| Task requirements |
Return the data that follows exactly as it appears. Pictures do not belong in the copy.

| Data records |
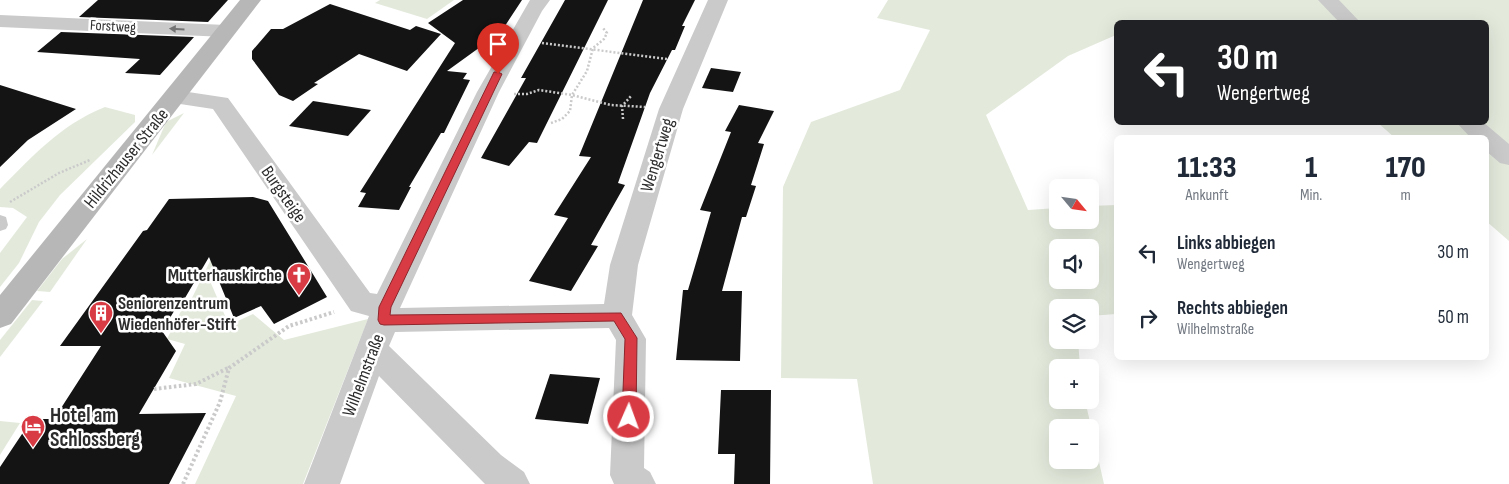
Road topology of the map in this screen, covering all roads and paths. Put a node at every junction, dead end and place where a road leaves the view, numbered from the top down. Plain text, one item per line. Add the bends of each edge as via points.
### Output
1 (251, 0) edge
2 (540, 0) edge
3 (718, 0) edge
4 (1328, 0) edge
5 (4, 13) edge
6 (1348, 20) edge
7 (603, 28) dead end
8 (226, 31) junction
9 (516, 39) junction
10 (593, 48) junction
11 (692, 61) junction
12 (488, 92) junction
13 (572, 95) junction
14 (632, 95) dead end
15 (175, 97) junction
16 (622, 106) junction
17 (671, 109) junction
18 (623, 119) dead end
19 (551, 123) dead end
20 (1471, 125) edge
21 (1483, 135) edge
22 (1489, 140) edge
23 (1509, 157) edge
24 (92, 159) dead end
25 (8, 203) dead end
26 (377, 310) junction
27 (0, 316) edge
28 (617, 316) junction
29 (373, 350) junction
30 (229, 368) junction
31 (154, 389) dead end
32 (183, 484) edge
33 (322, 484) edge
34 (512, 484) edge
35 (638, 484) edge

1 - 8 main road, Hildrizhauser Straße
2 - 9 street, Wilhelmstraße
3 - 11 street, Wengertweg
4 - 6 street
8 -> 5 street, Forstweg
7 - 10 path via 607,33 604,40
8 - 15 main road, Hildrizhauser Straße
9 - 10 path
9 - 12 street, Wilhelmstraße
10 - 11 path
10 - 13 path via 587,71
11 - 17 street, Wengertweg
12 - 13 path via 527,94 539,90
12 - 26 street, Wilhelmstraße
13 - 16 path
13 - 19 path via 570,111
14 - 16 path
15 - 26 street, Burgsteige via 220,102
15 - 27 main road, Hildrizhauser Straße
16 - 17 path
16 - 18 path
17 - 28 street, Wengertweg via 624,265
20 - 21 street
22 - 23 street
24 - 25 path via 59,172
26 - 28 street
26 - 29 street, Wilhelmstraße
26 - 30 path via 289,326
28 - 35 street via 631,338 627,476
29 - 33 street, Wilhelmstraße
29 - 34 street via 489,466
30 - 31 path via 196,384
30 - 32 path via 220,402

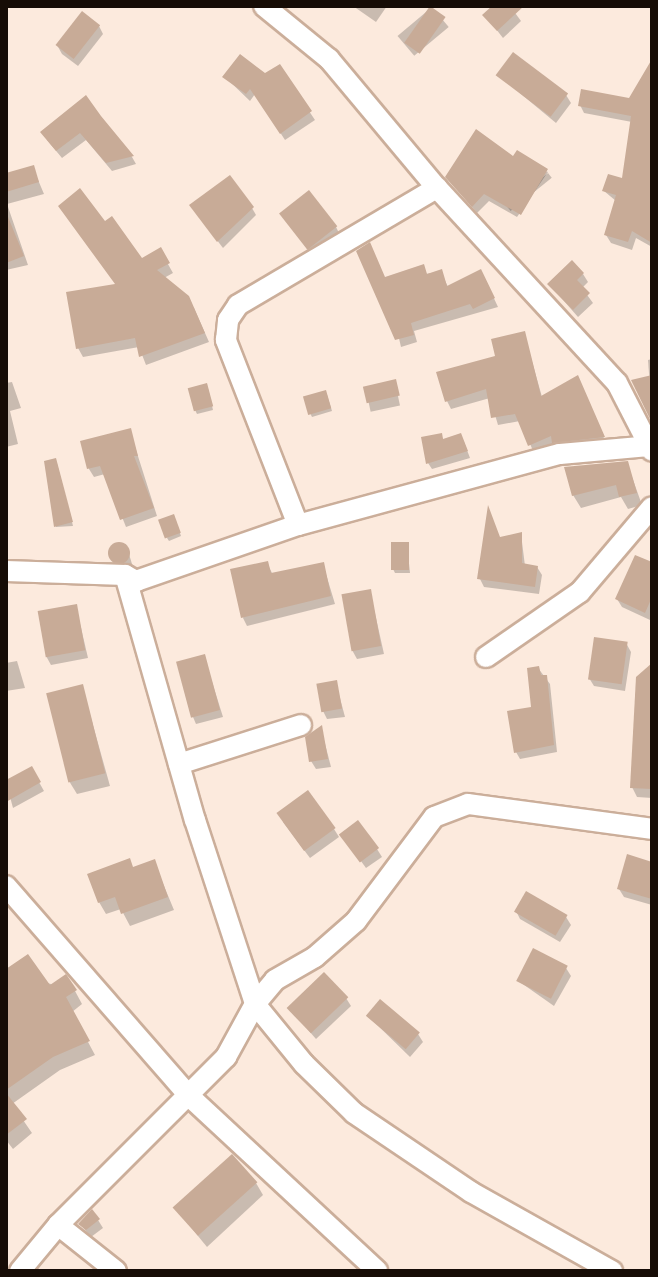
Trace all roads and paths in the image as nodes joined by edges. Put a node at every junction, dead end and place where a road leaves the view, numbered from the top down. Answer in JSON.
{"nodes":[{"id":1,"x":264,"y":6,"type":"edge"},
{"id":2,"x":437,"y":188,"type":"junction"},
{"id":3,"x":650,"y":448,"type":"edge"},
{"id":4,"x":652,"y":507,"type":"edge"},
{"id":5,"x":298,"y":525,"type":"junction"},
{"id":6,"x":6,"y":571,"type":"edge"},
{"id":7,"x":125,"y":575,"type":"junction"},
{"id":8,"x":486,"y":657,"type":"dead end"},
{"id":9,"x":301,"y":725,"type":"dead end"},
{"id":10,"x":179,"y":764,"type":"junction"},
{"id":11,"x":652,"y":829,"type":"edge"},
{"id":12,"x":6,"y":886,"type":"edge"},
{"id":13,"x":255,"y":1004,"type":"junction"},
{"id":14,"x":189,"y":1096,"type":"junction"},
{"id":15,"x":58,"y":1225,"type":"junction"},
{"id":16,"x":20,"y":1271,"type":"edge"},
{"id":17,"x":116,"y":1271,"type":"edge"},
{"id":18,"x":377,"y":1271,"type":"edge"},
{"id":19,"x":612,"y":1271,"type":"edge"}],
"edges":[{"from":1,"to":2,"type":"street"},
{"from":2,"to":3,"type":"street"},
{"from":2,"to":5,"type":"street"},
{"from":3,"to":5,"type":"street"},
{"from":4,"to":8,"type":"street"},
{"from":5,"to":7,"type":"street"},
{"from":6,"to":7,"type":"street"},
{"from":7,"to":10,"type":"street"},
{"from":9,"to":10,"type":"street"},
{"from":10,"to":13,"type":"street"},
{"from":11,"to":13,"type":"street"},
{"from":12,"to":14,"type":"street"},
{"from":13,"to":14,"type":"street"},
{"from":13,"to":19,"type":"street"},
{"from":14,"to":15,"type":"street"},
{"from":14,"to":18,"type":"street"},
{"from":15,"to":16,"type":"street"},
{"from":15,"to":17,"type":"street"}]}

| Result |
Road topology of the map in this screen, covering all roads and paths. Put a node at every junction, dead end and place where a road leaves the view, numbered from the top down. Plain text, one item per line. Add the bends of each edge as via points.
### Output
1 (251, 0) edge
2 (540, 0) edge
3 (718, 0) edge
4 (1328, 0) edge
5 (4, 13) edge
6 (1348, 20) edge
7 (603, 28) dead end
8 (226, 31) junction
9 (516, 39) junction
10 (593, 48) junction
11 (692, 61) junction
12 (488, 92) junction
13 (572, 95) junction
14 (632, 95) dead end
15 (175, 97) junction
16 (622, 106) junction
17 (671, 109) junction
18 (623, 119) dead end
19 (551, 123) dead end
20 (1471, 125) edge
21 (1483, 135) edge
22 (1489, 140) edge
23 (1509, 157) edge
24 (92, 159) dead end
25 (8, 203) dead end
26 (377, 310) junction
27 (0, 316) edge
28 (617, 316) junction
29 (373, 350) junction
30 (229, 368) junction
31 (154, 389) dead end
32 (183, 484) edge
33 (322, 484) edge
34 (512, 484) edge
35 (638, 484) edge

1 - 8 main road, Hildrizhauser Straße
2 - 9 street, Wilhelmstraße
3 - 11 street, Wengertweg
4 - 6 street
8 -> 5 street, Forstweg
7 - 10 path via 607,33 604,40
8 - 15 main road, Hildrizhauser Straße
9 - 10 path
9 - 12 street, Wilhelmstraße
10 - 11 path
10 - 13 path via 587,71
11 - 17 street, Wengertweg
12 - 13 path via 527,94 539,90
12 - 26 street, Wilhelmstraße
13 - 16 path
13 - 19 path via 570,111
14 - 16 path
15 - 26 street, Burgsteige via 220,102
15 - 27 main road, Hildrizhauser Straße
16 - 17 path
16 - 18 path
17 - 28 street, Wengertweg via 624,265
20 - 21 street
22 - 23 street
24 - 25 path via 59,172
26 - 28 street
26 - 29 street, Wilhelmstraße
26 - 30 path via 289,326
28 - 35 street via 631,338 627,476
29 - 33 street, Wilhelmstraße
29 - 34 street via 489,466
30 - 31 path via 196,384
30 - 32 path via 220,402

Trace all roads and paths in the image as nodes joined by edges. Put a node at every junction, dead end and place where a road leaves the view, numbered from the top down. Answer in JSON.
{"nodes":[{"id":1,"x":264,"y":6,"type":"edge"},
{"id":2,"x":437,"y":188,"type":"junction"},
{"id":3,"x":650,"y":448,"type":"edge"},
{"id":4,"x":652,"y":507,"type":"edge"},
{"id":5,"x":298,"y":525,"type":"junction"},
{"id":6,"x":6,"y":571,"type":"edge"},
{"id":7,"x":125,"y":575,"type":"junction"},
{"id":8,"x":486,"y":657,"type":"dead end"},
{"id":9,"x":301,"y":725,"type":"dead end"},
{"id":10,"x":179,"y":764,"type":"junction"},
{"id":11,"x":652,"y":829,"type":"edge"},
{"id":12,"x":6,"y":886,"type":"edge"},
{"id":13,"x":255,"y":1004,"type":"junction"},
{"id":14,"x":189,"y":1096,"type":"junction"},
{"id":15,"x":58,"y":1225,"type":"junction"},
{"id":16,"x":20,"y":1271,"type":"edge"},
{"id":17,"x":116,"y":1271,"type":"edge"},
{"id":18,"x":377,"y":1271,"type":"edge"},
{"id":19,"x":612,"y":1271,"type":"edge"}],
"edges":[{"from":1,"to":2,"type":"street"},
{"from":2,"to":3,"type":"street"},
{"from":2,"to":5,"type":"street"},
{"from":3,"to":5,"type":"street"},
{"from":4,"to":8,"type":"street"},
{"from":5,"to":7,"type":"street"},
{"from":6,"to":7,"type":"street"},
{"from":7,"to":10,"type":"street"},
{"from":9,"to":10,"type":"street"},
{"from":10,"to":13,"type":"street"},
{"from":11,"to":13,"type":"street"},
{"from":12,"to":14,"type":"street"},
{"from":13,"to":14,"type":"street"},
{"from":13,"to":19,"type":"street"},
{"from":14,"to":15,"type":"street"},
{"from":14,"to":18,"type":"street"},
{"from":15,"to":16,"type":"street"},
{"from":15,"to":17,"type":"street"}]}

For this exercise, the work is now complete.